专注AI量化交易策略,「众米量化」为二级市场资管机构提供决策指引
谈及量化交易,文艺复兴基金、Two Sigma、DE Shaw、Jump Trading、Jane Street等海外明星机构备受推崇。尤其是量化交易巨擘文艺复兴科技公司,旗下的大奖章基金在1998年至2018年二十年间的复合年化收益率达66%,是业内公认的顶级量化基金。
理论上,量化交易具有迭代效率高、响应速度快、稳定性强等优势,能够避免情绪等主观因素的干扰、严格执行投资策略。但在应用层面,各量化交易公司的交易策略良莠不齐,绩效也千差万别。
在对一家量化交易公司进行评估时,除了年化收益率、回撤率等硬指标外,策略研究能力、业务理解深度亦是需要重点考察的方面。
36氪近期接触到的「众米量化」是一家从事二级市场量化投资交易的金融科技公司,核心产品为AI交易引擎。公司致力于帮助证券、私募、基金等各类资管机构研发和执行量化交易策略,对标文艺复兴。
一般而言,量化交易包含“策略”及“交易”两个板块,其中“策略”指为获取投资收益而开发的主体盈利逻辑和信号模型,“交易”则是包含拆单、延迟优化、冲击成本控制等在内的一系列微观执行逻辑。不少量化交易公司同时提供策略及交易两方面的服务,36氪此前曾报道的知量科技便属于这种类型。部分量化交易公司专注于提供定制化的交易执行服务,例如36氪此前曾报道的卡方科技。众米量化选择以“策略”为核心,将高质量、智能化的模型开发作为重点,后期或将向成立自有基金的方向发展。
2019年,众米量化为全球5家国内私募、1家国内公募、1个自营专户、多家海外做市商等中小机构提供了策略解决方案,直接服务资管规模超过1亿。公司的收入包含基金收益的分成和管理咨询费用两部分,前者占比更高。目前由于期货自动化交易程度较之股票更好,公司仍以期货交易为主。但随着股票市场政策的放宽以及股市规模及活跃度的进一步提升,众米量化业务重点或将转移至股票交易市场。
现阶段,众米量化管理资金的年化收益率为10%-14%,最大回撤率2%以内,夏普比率在3以上。
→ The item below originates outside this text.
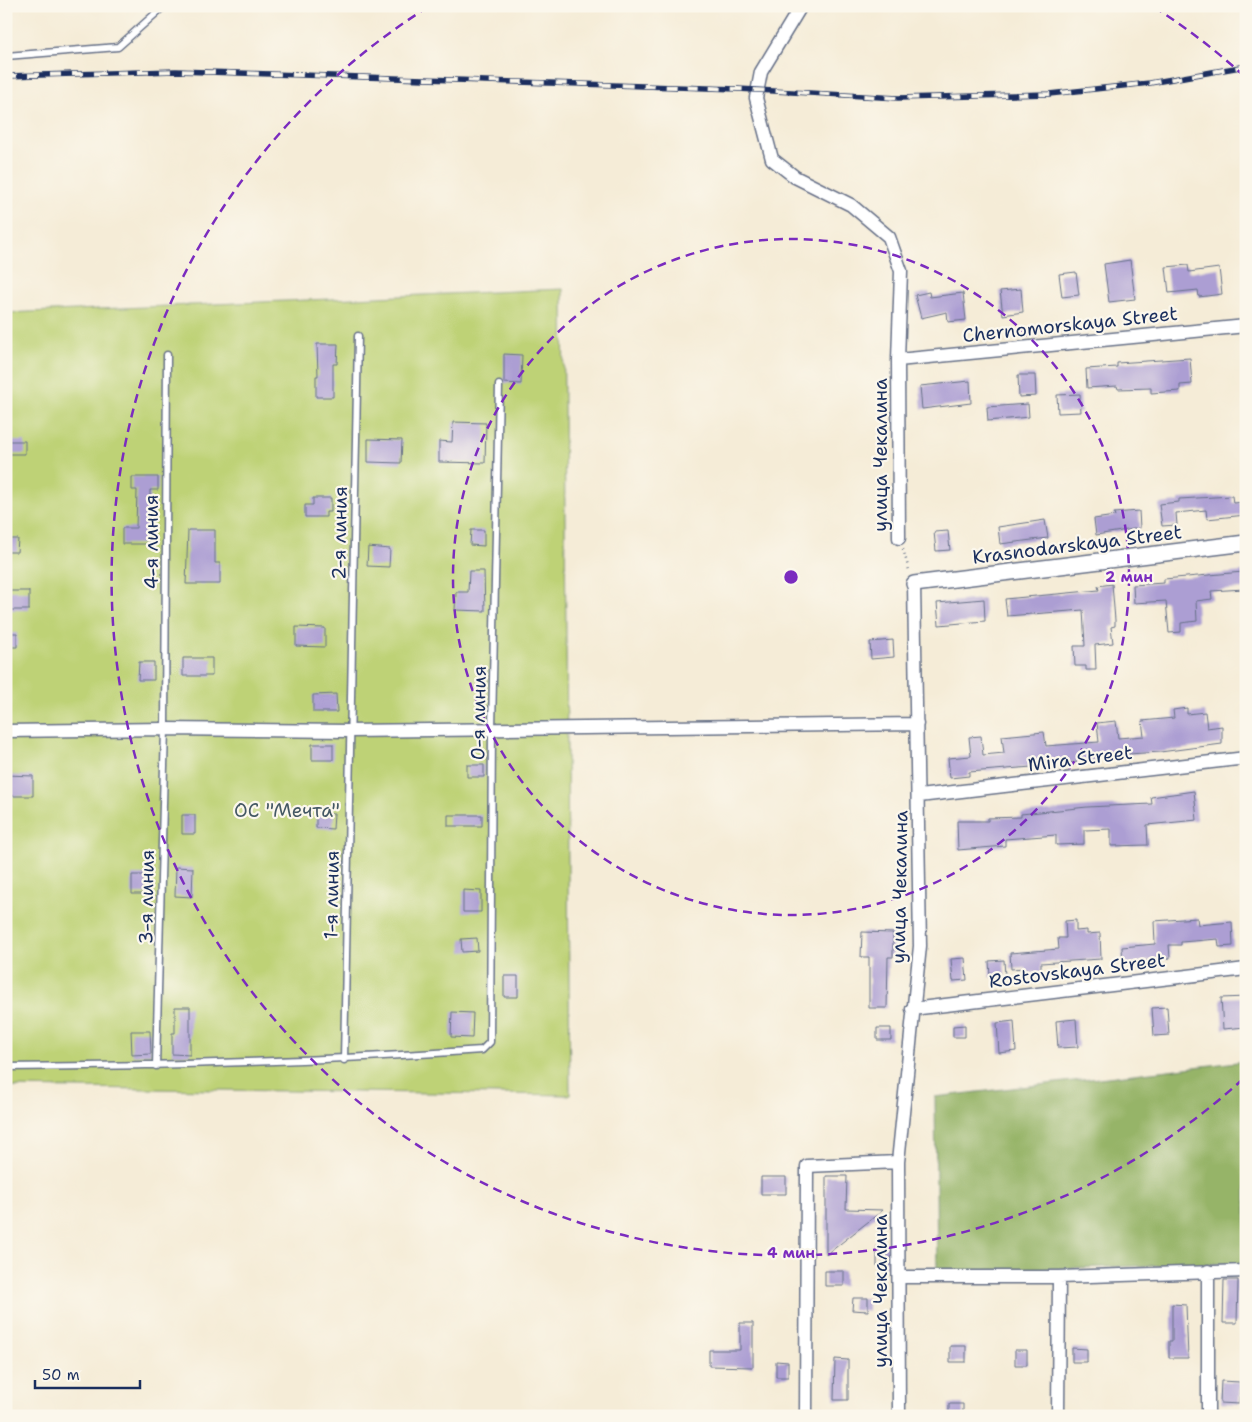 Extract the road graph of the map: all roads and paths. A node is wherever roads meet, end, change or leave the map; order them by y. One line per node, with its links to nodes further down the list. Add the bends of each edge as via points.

据众米量化的创始人兼CEO饶一博介绍,公司以日内交易为主,单月交易笔数过万,在策略的性能、挖掘速度及多样性方面积累了较强的竞争优势。
众米量化挖掘以量价为主体的各类有关数据,使用遗传规划、深度学习等技术训练AI交易引擎。考虑到神经网络在避免过拟合、挖掘非线性特征方面的良好性能,众米量化在深度学习技术上持续投入,与学术和业界前沿保持同步,尤其针对时序数据的预测问题进行了大量落地性实验。
众米量化现有超过千条的细分策略,按照标的、交易频级、风格类型的差异进行组合与对冲。目前市面上量化交易公司挖取一条标准策略的平均时间在40分钟左右,众米量化能将其压缩到3分钟。
模型和算法效率及计算速度提升带来的是策略产量和投资组合多样性的提升,进而有效对冲和分散风险。饶一博表示,策略的收益、风险、资金容量三者之间存在类似“不可能三角”的制约关系。资金达到一定规模时,在保持稳健收益的同时还要压低风险,往往需要一个保持动态对冲的丰富策略池才能达成。不同于国内传统私募以往使用内部迭代优化的单一策略承载主力资金的模式,众米量化不追求单一或少数策略的过分精调,而是采取了“策略集群”的模式,通过延拓策略池的有效宽度来得到“收益-风险比”的提升。
疫情的爆发引发了全球金融市场的波动,也为众米量化带来了新的机遇——公司仅2020年上半年的收入便达到了2019年全年的营收。接下来,众米量化一方面会继续深耕策略研究,在扩资扩容的同时确保绩效稳定;另一方面,公司还将在传统的量化交易范畴外,尝试利用更丰富的源数据和图神经网络等技术挖掘和建立产业链信息价值传导模型。该尝试将对传统的价值、主题、板块和热点投资逻辑纳入量化框架起到推动作用。
目前众米量化团队有20余人,绝大多数为科技研发人员,主要来自武汉大学、华中科技大学、加拿大阿尔伯塔大学、香港科技大学等学校的数学、计算机、金融工程等专业,核心成员均拥有博、硕士学位。众米量化创始人兼CEO饶一博为北大国家发展研究院金融硕士,有逾10年的量化策略研发与交易经验,曾任Geetest安全验证公司副总裁。
众米量化正在寻求新一轮的战略融资。公司此前曾获得英诺天使、泰有资本、AC资本等6家VC千万元pre-A轮和pre-A+轮融资。